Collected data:
※ ※ ※
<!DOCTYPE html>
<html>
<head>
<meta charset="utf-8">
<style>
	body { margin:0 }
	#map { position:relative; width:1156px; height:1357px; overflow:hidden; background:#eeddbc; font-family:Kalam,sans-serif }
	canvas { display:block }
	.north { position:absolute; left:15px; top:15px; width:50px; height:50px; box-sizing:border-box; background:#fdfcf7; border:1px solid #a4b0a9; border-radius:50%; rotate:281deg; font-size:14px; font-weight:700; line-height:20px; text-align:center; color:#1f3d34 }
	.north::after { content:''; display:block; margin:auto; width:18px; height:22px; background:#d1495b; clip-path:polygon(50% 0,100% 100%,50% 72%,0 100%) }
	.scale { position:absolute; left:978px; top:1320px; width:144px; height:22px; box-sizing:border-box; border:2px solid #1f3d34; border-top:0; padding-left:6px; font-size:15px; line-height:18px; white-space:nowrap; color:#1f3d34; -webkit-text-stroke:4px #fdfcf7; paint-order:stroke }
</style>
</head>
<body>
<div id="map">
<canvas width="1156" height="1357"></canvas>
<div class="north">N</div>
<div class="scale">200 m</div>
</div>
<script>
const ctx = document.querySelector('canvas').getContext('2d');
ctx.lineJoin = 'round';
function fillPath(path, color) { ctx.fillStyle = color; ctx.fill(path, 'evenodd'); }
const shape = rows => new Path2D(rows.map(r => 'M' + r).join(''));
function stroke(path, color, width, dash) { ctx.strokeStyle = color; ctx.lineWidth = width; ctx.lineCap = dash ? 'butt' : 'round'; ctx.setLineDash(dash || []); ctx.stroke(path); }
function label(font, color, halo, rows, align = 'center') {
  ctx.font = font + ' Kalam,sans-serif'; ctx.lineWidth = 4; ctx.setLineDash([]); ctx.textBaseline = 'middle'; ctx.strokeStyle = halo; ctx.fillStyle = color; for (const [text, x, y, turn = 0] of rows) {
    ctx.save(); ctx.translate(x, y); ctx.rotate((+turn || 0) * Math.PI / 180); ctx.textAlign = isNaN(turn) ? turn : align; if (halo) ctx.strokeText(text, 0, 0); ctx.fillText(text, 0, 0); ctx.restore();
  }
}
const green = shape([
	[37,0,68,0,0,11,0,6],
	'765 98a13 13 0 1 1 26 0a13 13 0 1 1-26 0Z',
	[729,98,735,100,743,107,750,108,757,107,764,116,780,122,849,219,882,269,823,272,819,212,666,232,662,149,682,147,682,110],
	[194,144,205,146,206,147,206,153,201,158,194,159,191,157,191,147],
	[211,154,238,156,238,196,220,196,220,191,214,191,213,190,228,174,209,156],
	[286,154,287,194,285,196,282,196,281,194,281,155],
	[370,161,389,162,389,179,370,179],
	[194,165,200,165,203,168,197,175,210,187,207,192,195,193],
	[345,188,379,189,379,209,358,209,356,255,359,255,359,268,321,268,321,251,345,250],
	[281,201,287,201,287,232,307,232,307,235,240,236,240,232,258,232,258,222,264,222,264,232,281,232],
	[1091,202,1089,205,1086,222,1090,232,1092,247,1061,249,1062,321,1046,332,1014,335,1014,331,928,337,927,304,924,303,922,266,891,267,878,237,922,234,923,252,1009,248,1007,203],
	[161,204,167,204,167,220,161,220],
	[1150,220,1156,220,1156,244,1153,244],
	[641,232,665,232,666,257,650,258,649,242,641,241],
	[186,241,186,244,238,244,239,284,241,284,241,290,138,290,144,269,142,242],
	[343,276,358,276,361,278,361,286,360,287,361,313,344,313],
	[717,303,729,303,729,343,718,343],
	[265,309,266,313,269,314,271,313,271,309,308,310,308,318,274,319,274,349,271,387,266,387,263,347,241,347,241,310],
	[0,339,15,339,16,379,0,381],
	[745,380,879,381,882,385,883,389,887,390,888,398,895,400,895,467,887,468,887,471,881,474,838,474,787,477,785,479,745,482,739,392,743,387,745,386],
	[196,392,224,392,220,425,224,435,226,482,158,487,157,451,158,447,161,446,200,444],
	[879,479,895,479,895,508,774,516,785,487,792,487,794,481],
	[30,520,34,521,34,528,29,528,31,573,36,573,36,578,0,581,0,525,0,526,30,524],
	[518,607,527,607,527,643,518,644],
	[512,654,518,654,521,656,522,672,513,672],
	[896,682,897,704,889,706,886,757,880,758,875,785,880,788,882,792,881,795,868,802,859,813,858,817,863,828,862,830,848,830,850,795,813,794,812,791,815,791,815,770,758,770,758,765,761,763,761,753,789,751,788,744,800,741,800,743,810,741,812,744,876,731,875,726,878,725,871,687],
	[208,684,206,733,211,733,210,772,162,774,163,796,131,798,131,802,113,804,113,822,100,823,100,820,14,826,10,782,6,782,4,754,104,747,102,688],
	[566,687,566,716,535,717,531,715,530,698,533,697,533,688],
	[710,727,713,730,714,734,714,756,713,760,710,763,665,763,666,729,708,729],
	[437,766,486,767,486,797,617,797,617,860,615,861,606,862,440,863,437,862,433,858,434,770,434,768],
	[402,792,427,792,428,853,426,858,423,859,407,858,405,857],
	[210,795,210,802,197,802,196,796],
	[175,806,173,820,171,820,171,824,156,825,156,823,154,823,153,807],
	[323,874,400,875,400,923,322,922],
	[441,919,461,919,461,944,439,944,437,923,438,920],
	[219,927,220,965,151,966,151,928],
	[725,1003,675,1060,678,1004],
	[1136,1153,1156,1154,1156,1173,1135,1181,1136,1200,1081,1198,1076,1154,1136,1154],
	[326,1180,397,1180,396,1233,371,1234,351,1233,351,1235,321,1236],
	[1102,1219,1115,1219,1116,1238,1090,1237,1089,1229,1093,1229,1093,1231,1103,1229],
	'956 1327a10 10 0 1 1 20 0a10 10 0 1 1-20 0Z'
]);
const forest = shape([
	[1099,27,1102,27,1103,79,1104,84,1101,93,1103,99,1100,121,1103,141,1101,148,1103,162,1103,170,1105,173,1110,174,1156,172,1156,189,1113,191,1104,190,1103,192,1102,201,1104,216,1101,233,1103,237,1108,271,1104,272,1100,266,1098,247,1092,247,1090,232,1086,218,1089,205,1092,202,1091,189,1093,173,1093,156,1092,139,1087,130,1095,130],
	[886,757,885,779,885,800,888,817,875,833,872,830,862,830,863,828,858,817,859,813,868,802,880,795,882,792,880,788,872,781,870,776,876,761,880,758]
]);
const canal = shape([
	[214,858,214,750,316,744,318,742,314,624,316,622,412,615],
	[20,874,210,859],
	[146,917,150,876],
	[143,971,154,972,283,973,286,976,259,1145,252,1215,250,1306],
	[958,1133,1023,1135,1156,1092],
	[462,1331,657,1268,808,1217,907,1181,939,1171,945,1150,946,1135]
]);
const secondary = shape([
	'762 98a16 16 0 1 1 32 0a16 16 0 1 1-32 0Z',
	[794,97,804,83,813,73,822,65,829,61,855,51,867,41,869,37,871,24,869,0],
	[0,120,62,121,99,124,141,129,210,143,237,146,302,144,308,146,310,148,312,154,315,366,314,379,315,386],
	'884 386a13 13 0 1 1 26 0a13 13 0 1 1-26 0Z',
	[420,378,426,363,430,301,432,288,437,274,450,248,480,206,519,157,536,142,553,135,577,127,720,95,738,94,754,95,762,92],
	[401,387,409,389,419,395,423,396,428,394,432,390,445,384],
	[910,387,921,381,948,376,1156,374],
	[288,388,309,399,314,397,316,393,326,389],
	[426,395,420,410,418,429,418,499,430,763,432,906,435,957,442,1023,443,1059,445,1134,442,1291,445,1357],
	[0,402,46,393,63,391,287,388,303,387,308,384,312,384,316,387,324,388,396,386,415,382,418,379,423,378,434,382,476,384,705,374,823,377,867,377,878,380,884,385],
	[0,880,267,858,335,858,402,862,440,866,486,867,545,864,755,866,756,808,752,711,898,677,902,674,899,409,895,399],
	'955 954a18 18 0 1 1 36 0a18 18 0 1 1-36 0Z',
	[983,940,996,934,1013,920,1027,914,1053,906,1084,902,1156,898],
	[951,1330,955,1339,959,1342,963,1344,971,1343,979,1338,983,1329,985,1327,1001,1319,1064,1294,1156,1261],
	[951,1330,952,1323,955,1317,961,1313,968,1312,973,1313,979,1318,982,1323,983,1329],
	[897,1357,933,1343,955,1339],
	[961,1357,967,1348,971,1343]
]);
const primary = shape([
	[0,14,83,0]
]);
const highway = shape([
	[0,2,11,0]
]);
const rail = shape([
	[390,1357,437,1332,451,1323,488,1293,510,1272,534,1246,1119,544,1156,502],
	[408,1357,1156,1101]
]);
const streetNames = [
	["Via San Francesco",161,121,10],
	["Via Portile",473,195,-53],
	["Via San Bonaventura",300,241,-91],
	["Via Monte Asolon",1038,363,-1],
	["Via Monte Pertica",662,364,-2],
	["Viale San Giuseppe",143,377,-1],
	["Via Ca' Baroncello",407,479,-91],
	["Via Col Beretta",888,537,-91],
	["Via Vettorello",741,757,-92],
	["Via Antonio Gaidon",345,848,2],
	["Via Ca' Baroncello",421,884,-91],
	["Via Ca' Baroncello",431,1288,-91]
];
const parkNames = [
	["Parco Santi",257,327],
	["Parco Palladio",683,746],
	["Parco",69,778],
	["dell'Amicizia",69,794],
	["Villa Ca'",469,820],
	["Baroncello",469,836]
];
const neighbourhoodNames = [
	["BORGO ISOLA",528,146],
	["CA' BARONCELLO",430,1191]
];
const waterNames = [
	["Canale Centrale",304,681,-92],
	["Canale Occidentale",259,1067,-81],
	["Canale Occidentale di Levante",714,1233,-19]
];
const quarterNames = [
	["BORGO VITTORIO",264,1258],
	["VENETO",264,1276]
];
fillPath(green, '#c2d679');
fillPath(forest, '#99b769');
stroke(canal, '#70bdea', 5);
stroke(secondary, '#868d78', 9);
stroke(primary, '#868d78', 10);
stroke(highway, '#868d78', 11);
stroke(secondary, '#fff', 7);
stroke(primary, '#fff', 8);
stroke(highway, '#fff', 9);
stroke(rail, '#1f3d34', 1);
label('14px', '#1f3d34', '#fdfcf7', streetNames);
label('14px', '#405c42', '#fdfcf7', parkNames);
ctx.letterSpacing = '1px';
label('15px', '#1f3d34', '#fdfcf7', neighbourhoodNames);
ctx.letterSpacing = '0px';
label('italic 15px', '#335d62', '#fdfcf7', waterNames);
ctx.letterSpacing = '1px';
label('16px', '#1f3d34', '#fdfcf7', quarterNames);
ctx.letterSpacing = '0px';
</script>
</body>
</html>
※ ※ ※
# WHAT NEEDS TO BE DONE
Output only the number of lines above holding "lineWidth".

# EXERCISE ANSWER
2